In your copy, each record should read exactly as it does below, and no pictures should be present.
#### Data for analysis ####
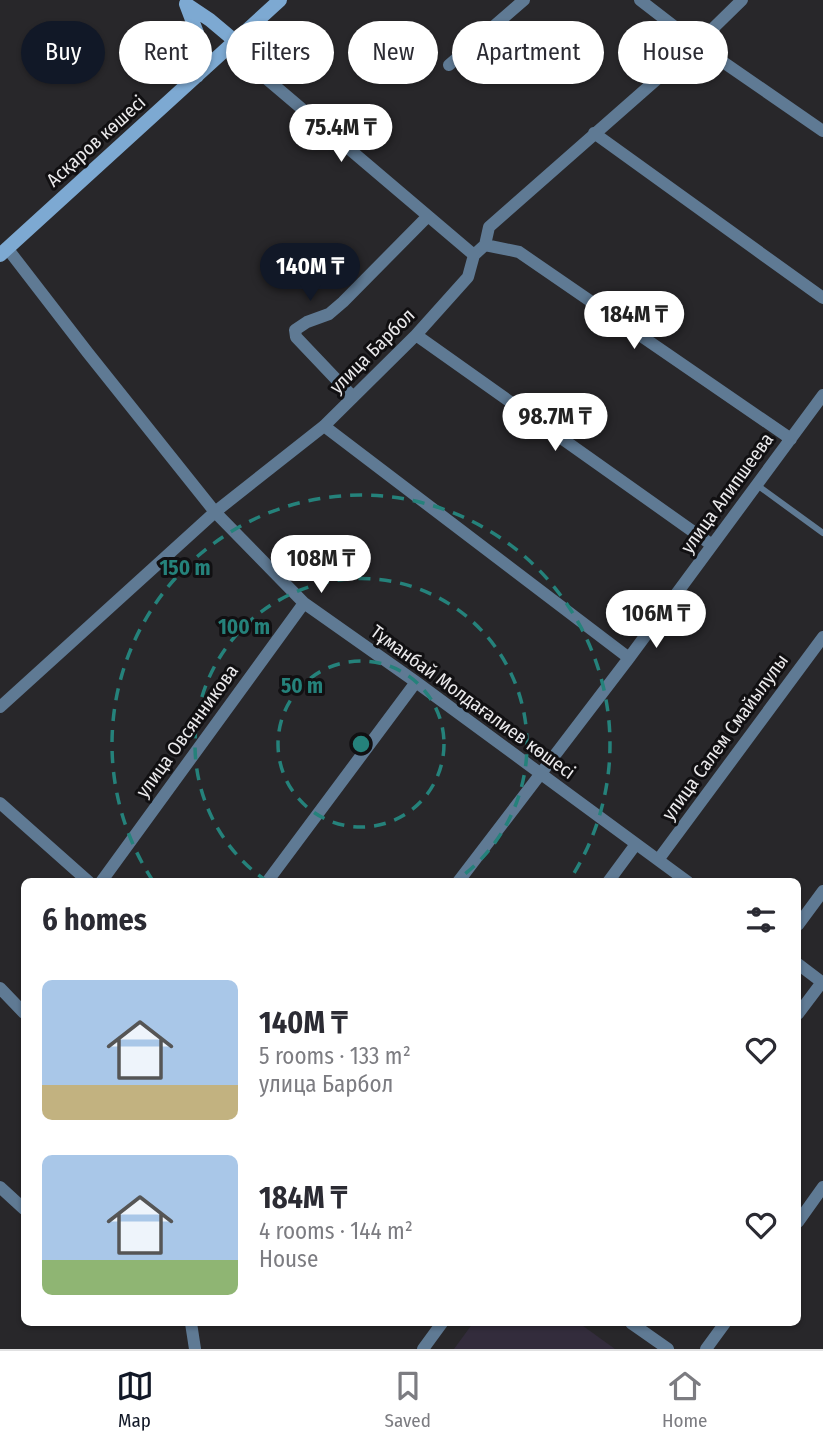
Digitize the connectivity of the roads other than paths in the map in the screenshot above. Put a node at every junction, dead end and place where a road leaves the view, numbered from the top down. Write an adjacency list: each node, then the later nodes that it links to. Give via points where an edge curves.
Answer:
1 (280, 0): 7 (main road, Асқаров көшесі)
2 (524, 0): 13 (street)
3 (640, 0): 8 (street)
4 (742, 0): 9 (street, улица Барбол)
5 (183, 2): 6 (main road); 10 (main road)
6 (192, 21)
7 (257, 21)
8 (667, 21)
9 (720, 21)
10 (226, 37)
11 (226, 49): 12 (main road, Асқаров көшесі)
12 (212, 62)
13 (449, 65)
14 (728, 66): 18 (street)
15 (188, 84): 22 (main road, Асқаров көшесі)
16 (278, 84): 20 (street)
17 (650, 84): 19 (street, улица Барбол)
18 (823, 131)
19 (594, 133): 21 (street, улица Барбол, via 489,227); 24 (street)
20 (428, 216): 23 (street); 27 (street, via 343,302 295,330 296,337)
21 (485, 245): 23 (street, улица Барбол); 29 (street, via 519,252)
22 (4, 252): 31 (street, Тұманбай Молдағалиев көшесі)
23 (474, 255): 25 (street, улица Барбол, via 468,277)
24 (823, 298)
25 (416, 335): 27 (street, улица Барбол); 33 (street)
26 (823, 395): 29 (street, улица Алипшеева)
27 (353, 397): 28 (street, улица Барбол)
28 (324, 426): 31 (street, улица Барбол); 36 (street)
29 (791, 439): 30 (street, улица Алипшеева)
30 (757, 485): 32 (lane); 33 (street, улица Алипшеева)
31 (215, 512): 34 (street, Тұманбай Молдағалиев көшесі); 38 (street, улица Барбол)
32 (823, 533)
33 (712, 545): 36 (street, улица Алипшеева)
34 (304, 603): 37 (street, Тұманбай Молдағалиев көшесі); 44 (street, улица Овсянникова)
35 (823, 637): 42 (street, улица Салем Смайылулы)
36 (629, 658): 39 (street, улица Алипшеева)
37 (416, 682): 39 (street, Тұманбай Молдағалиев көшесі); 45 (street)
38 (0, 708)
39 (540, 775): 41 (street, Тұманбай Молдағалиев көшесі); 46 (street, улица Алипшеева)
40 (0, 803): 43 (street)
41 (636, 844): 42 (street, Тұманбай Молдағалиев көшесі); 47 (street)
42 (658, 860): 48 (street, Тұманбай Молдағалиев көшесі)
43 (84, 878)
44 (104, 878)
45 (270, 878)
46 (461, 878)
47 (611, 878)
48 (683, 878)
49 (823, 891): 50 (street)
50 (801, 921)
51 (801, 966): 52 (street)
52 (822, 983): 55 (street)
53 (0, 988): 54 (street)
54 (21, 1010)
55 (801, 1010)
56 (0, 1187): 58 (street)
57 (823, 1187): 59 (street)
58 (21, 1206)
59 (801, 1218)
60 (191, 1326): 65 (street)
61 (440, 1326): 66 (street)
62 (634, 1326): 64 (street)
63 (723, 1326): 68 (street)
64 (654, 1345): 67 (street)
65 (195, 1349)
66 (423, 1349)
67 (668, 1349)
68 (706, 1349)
####
■ Response:
Digitize the connectivity of the roads other than paths in the map in the screenshot above. Put a node at every junction, dead end and place where a road leaves the view, numbered from the top down. Write an adjacency list: each node, then the later nodes that it links to. Give via points where an edge curves.
Answer:
1 (280, 0): 7 (main road, Асқаров көшесі)
2 (524, 0): 13 (street)
3 (640, 0): 8 (street)
4 (742, 0): 9 (street, улица Барбол)
5 (183, 2): 6 (main road); 10 (main road)
6 (192, 21)
7 (257, 21)
8 (667, 21)
9 (720, 21)
10 (226, 37)
11 (226, 49): 12 (main road, Асқаров көшесі)
12 (212, 62)
13 (449, 65)
14 (728, 66): 18 (street)
15 (188, 84): 22 (main road, Асқаров көшесі)
16 (278, 84): 20 (street)
17 (650, 84): 19 (street, улица Барбол)
18 (823, 131)
19 (594, 133): 21 (street, улица Барбол, via 489,227); 24 (street)
20 (428, 216): 23 (street); 27 (street, via 343,302 295,330 296,337)
21 (485, 245): 23 (street, улица Барбол); 29 (street, via 519,252)
22 (4, 252): 31 (street, Тұманбай Молдағалиев көшесі)
23 (474, 255): 25 (street, улица Барбол, via 468,277)
24 (823, 298)
25 (416, 335): 27 (street, улица Барбол); 33 (street)
26 (823, 395): 29 (street, улица Алипшеева)
27 (353, 397): 28 (street, улица Барбол)
28 (324, 426): 31 (street, улица Барбол); 36 (street)
29 (791, 439): 30 (street, улица Алипшеева)
30 (757, 485): 32 (lane); 33 (street, улица Алипшеева)
31 (215, 512): 34 (street, Тұманбай Молдағалиев көшесі); 38 (street, улица Барбол)
32 (823, 533)
33 (712, 545): 36 (street, улица Алипшеева)
34 (304, 603): 37 (street, Тұманбай Молдағалиев көшесі); 44 (street, улица Овсянникова)
35 (823, 637): 42 (street, улица Салем Смайылулы)
36 (629, 658): 39 (street, улица Алипшеева)
37 (416, 682): 39 (street, Тұманбай Молдағалиев көшесі); 45 (street)
38 (0, 708)
39 (540, 775): 41 (street, Тұманбай Молдағалиев көшесі); 46 (street, улица Алипшеева)
40 (0, 803): 43 (street)
41 (636, 844): 42 (street, Тұманбай Молдағалиев көшесі); 47 (street)
42 (658, 860): 48 (street, Тұманбай Молдағалиев көшесі)
43 (84, 878)
44 (104, 878)
45 (270, 878)
46 (461, 878)
47 (611, 878)
48 (683, 878)
49 (823, 891): 50 (street)
50 (801, 921)
51 (801, 966): 52 (street)
52 (822, 983): 55 (street)
53 (0, 988): 54 (street)
54 (21, 1010)
55 (801, 1010)
56 (0, 1187): 58 (street)
57 (823, 1187): 59 (street)
58 (21, 1206)
59 (801, 1218)
60 (191, 1326): 65 (street)
61 (440, 1326): 66 (street)
62 (634, 1326): 64 (street)
63 (723, 1326): 68 (street)
64 (654, 1345): 67 (street)
65 (195, 1349)
66 (423, 1349)
67 (668, 1349)
68 (706, 1349)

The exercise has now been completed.